Los comensales no pudieron reprimir exclamaciones de sorpresa. Viana, en cambio, había anticipado aquel desenlace. Su madre le había relatado muchos cuentos populares cuando era niña, y en algunos de ellos los seres mágicos se presentaban ante el héroe bajo apariencia humilde para probar la bondad de su corazón. «Ahora le ofrecerá un premio por su compasión«, se dijo.

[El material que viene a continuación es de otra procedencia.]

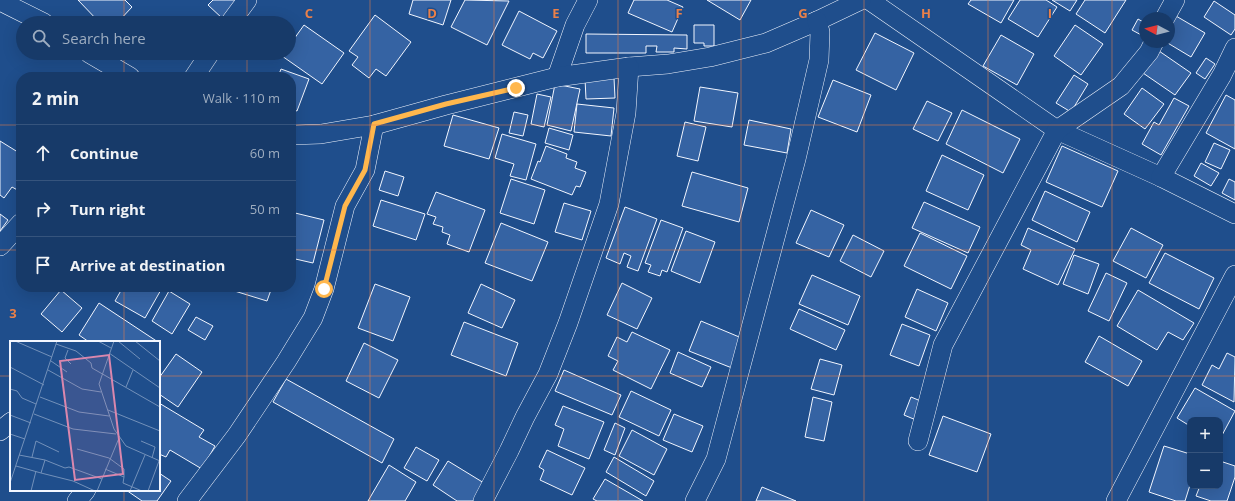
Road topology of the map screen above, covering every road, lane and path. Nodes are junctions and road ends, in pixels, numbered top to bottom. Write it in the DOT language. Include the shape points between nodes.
graph roads {
  1 [pos="247,0"];
  2 [pos="588,0"];
  3 [pos="861,0"];
  4 [pos="869,0"];
  5 [pos="1175,0"];
  6 [pos="0,1"];
  7 [pos="1168,12"];
  8 [pos="30,16"];
  9 [pos="235,16"];
  10 [pos="817,21"];
  11 [pos="1151,48"];
  12 [pos="1235,48"];
  13 [pos="101,60"];
  14 [pos="205,60"];
  15 [pos="629,67"];
  16 [pos="121,72"];
  17 [pos="197,72"];
  18 [pos="557,77"];
  19 [pos="374,124"];
  20 [pos="1057,130"];
  21 [pos="296,135"];
  22 [pos="1161,177"];
  23 [pos="1235,214"];
  24 [pos="16,228"];
  25 [pos="0,246"];
  26 [pos="1235,275"];
  27 [pos="10,423"];
  28 [pos="0,431"];
  29 [pos="918,441"];
  30 [pos="85,491"];
  31 [pos="77,501"];
  32 [pos="186,501"];
  33 [pos="483,501"];
  34 [pos="695,501"];
  35 [pos="1116,501"];
  1 -- 9 [label="street"];
  2 -- 18 [label="street"];
  3 -- 10 [label="street"];
  4 -- 20 [label="street"];
  5 -- 7 [label="street"];
  6 -- 8 [label="street"];
  10 -- 15 [label="street" via="766,43 668,64"];
  10 -- 34 [label="street" via="820,32 819,60 796,159 716,459"];
  11 -- 20 [label="street" via="1121,86"];
  12 -- 22 [label="street" via="1222,75"];
  13 -- 16 [label="street"];
  14 -- 17 [label="street"];
  15 -- 18 [label="street"];
  15 -- 33 [label="street" via="626,113 609,204 548,374"];
  18 -- 19 [label="street"];
  19 -- 21 [label="street" via="321,134"];
  19 -- 32 [label="street" via="365,170 345,206 324,289 313,318 237,435"];
  20 -- 22 [label="street"];
  20 -- 29 [label="street" via="943,345"];
  22 -- 23 [label="street"];
  24 -- 25 [label="street"];
  26 -- 35 [label="street"];
  27 -- 28 [label="street"];
  30 -- 31 [label="street"];
}
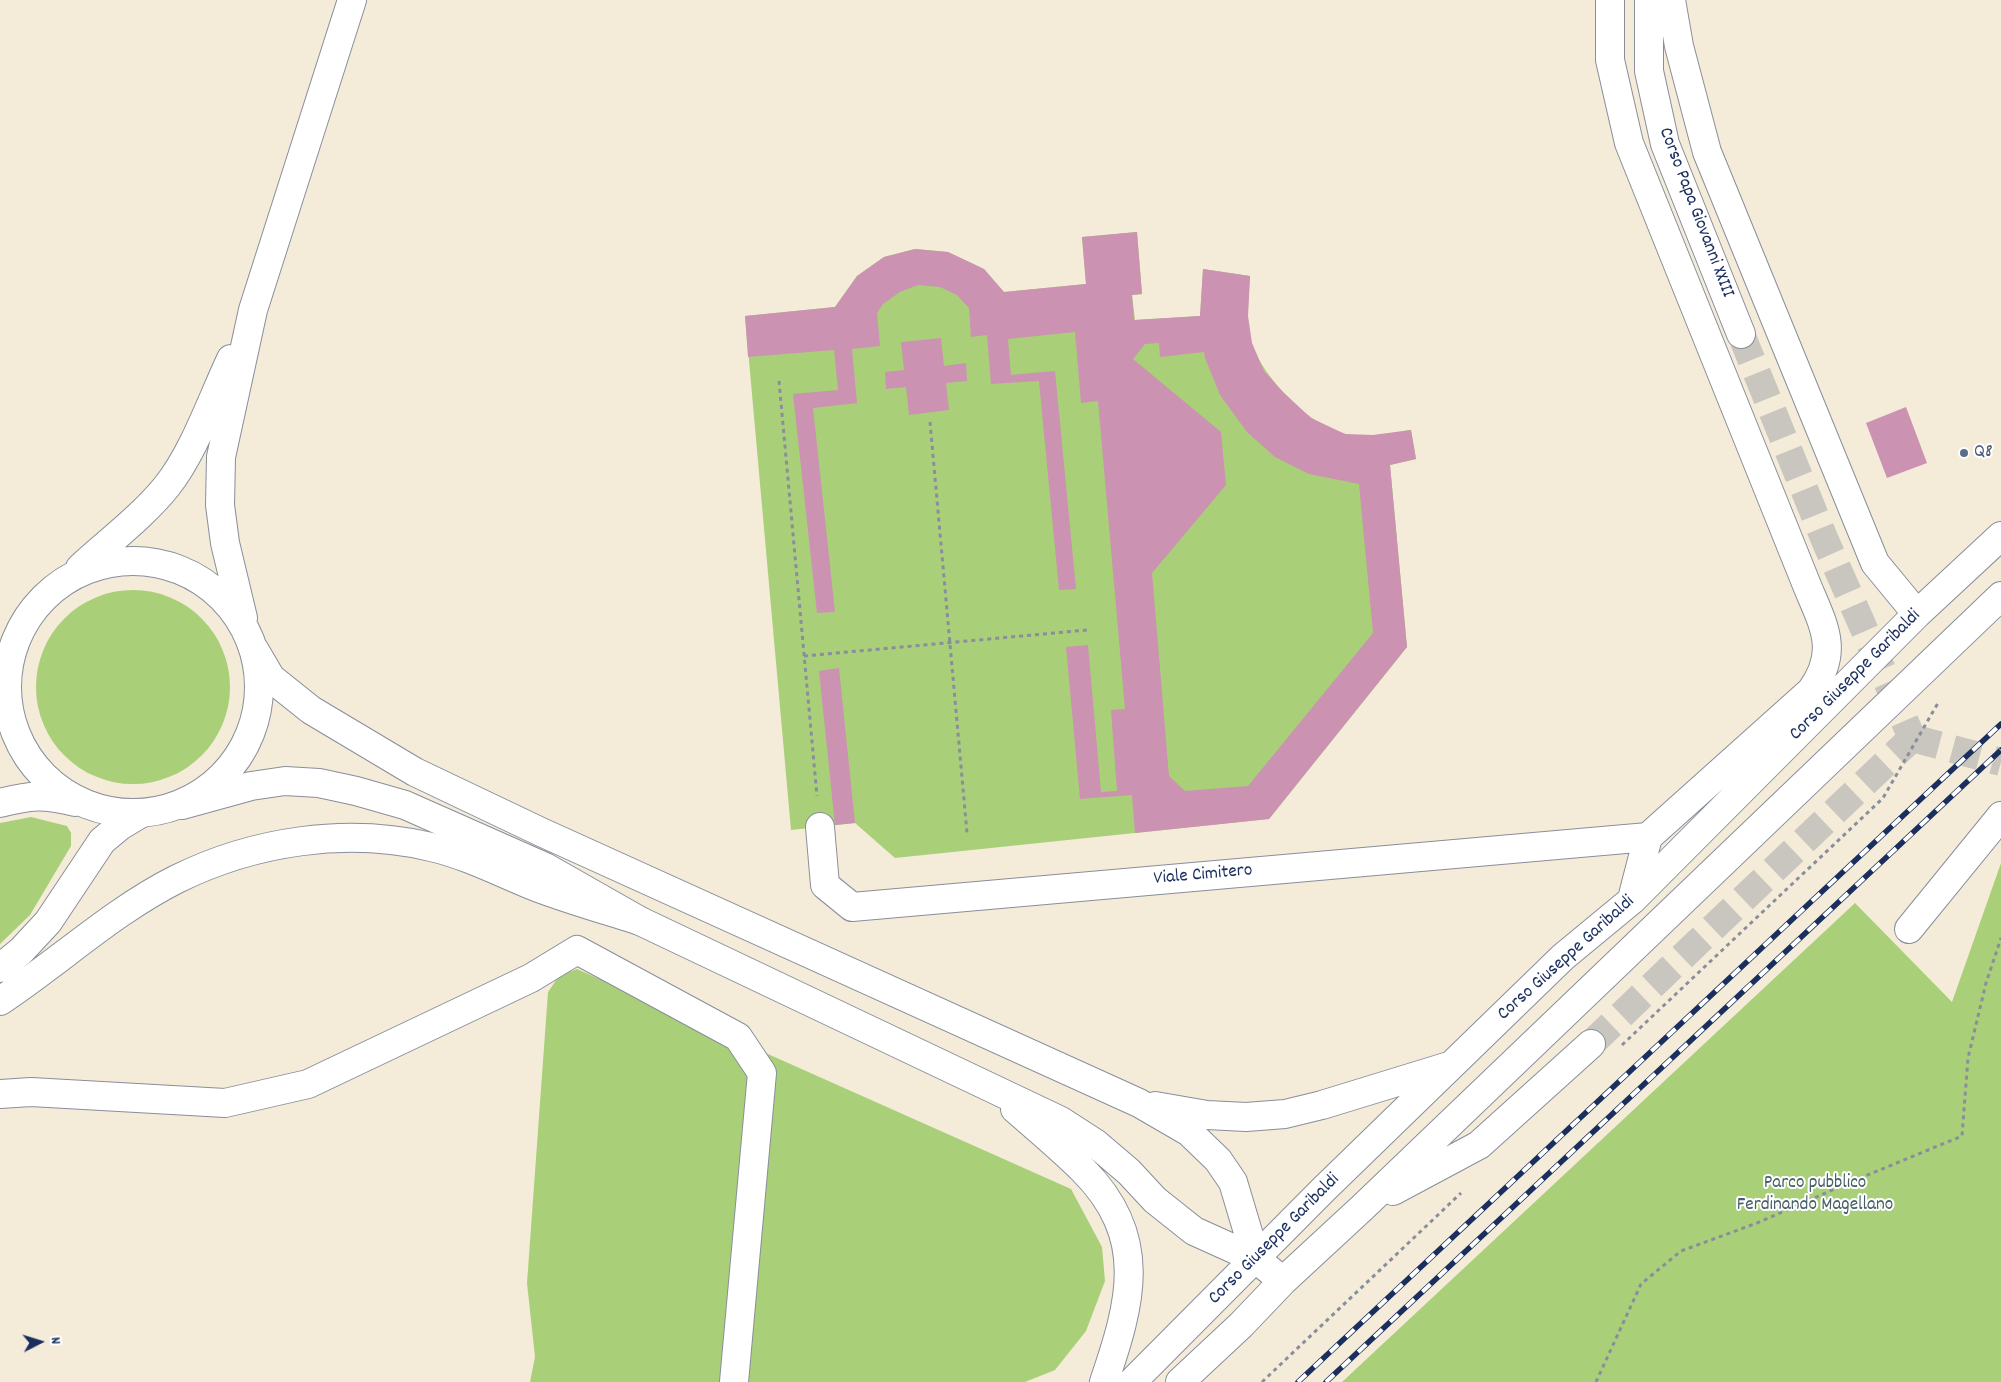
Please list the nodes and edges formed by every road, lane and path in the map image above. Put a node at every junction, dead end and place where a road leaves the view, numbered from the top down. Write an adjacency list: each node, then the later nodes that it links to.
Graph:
1 (352, 0): 5 (main road)
2 (1610, 0): 27 (main road)
3 (1649, 0): 6 (main road, Corso Papa Giovanni XXIII)
4 (1671, 0): 12 (main road)
5 (253, 310): 10 (main road); 14 (main road)
6 (1741, 334)
7 (779, 381): 17 (path)
8 (930, 422): 15 (path)
9 (2001, 536): 12 (main road, Corso Giuseppe Garibaldi)
10 (71, 575): 14 (main road); 16 (main road)
11 (2001, 596): 41 (main road, Corso Giuseppe Garibaldi)
12 (1917, 614): 28 (main road, Corso Giuseppe Garibaldi)
13 (1087, 630): 15 (path)
14 (250, 638): 21 (main road); 39 (main road)
15 (950, 642): 17 (path); 26 (path)
16 (12, 649): 18 (main road); 22 (main road)
17 (804, 656): 25 (path)
18 (0, 678)
19 (1940, 700): 35 (path)
20 (0, 802): 22 (main road)
21 (182, 804): 23 (main road); 29 (main road)
22 (89, 806): 23 (main road)
23 (140, 814): 32 (main road)
24 (2001, 816): 30 (main road)
25 (820, 827): 27 (main road, Viale Cimitero)
26 (968, 833)
27 (1648, 837): 28 (main road)
28 (1632, 900): 36 (main road, Corso Giuseppe Garibaldi)
29 (640, 921): 33 (main road); 37 (main road)
30 (1909, 929)
31 (2001, 938): 49 (path)
32 (0, 968)
33 (0, 1001)
34 (1591, 1044): 41 (main road)
35 (1621, 1046)
36 (1453, 1065): 39 (main road); 42 (main road, Corso Giuseppe Garibaldi)
37 (992, 1088): 42 (main road); 45 (main road)
38 (0, 1094): 44 (main road)
39 (1139, 1103): 42 (main road)
40 (1466, 1188): 48 (path)
41 (1363, 1207): 43 (main road, Corso Giuseppe Garibaldi)
42 (1256, 1259): 43 (main road); 46 (main road, Corso Giuseppe Garibaldi)
43 (1283, 1281): 47 (main road, Corso Giuseppe Garibaldi)
44 (734, 1382)
45 (1104, 1382)
46 (1132, 1382)
47 (1180, 1382)
48 (1262, 1382)
49 (1596, 1382)

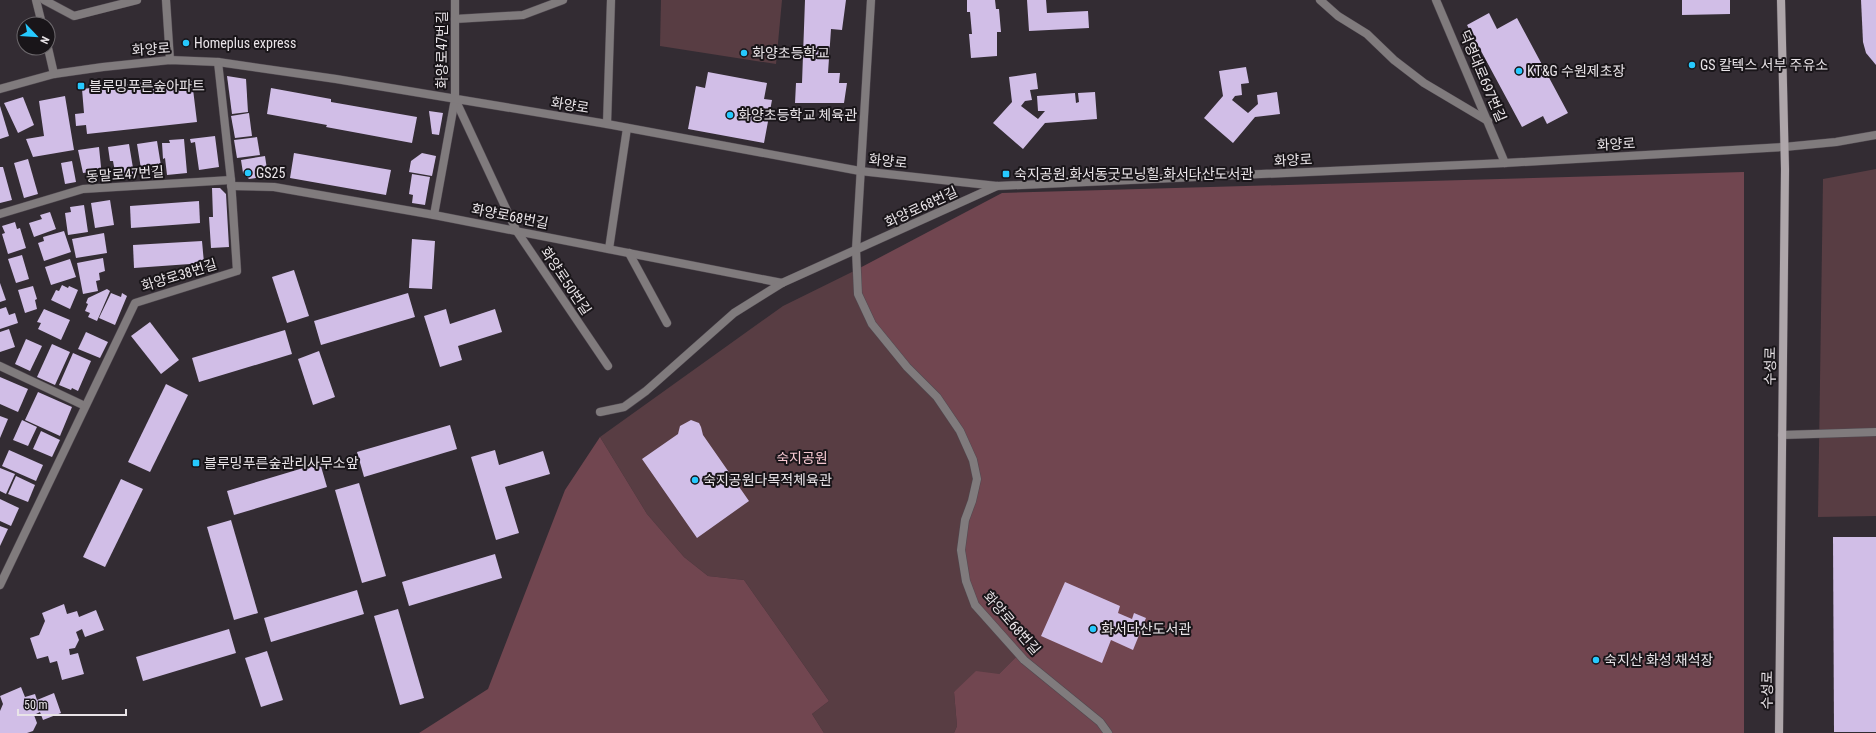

—El caminante no podía creer las palabras de aquella hermosa mujer — continuó Oki—. «Pero ¿cómo es posible que hayáis cambiado tanto de la noche a la mañana?», le preguntó. Ella rió, como ríe el arroyo cuando baja desde las altas montañas. «Porque las cosas no son nunca lo que parecen, mi buen amigo. Especialmente aquellas que surgen del corazón de este bosque. Y puesto que habéis probado ser bueno y fiel a vuestra palabra, os otorgaré un don que os ayudará a libraros de esos enemigos que os persiguen». El viajero pensó que, sin duda, una dama capaz de cambiar de aspecto de forma tan sorprendente debía de tener manera de saber aquello que él no le había contado. Tal vez fuera un hada o una hechicera. Tal posibilidad lo inquietó; pero se sentía tan cautivado por sus hermosos ojos verdes que no expresó ningún temor. «¿Cómo podrá ser eso, mi señora?», quiso saber. Los ojos de ella se oscurecieron un poco y su expresión se tornó grave, pues estaba a punto de desvelar uno de los secretos mejor guardados del Gran Bosque. «Debéis ser valiente», le dijo, «y viajar al corazón de este bosque, hasta el lugar donde los árboles cantan, donde ningún ser humano ha llegado jamás. Allí encontraréis el legendario manantial de la eterna juventud. Si bebéis de sus aguas, seréis invulnerable para siempre». El viajero se sentía maravillado, pero al mismo tiempo un tanto escéptico. «¿Cómo sé que es cierto lo que me contáis, mi dama? Vos misma habéis afirmando que se trata de una leyenda». Pero ella solo respondió: «Tened fe, mi buen amigo, y recordad que las cosas no son siempre lo que aparentan». Y, con estas palabras, desapareció.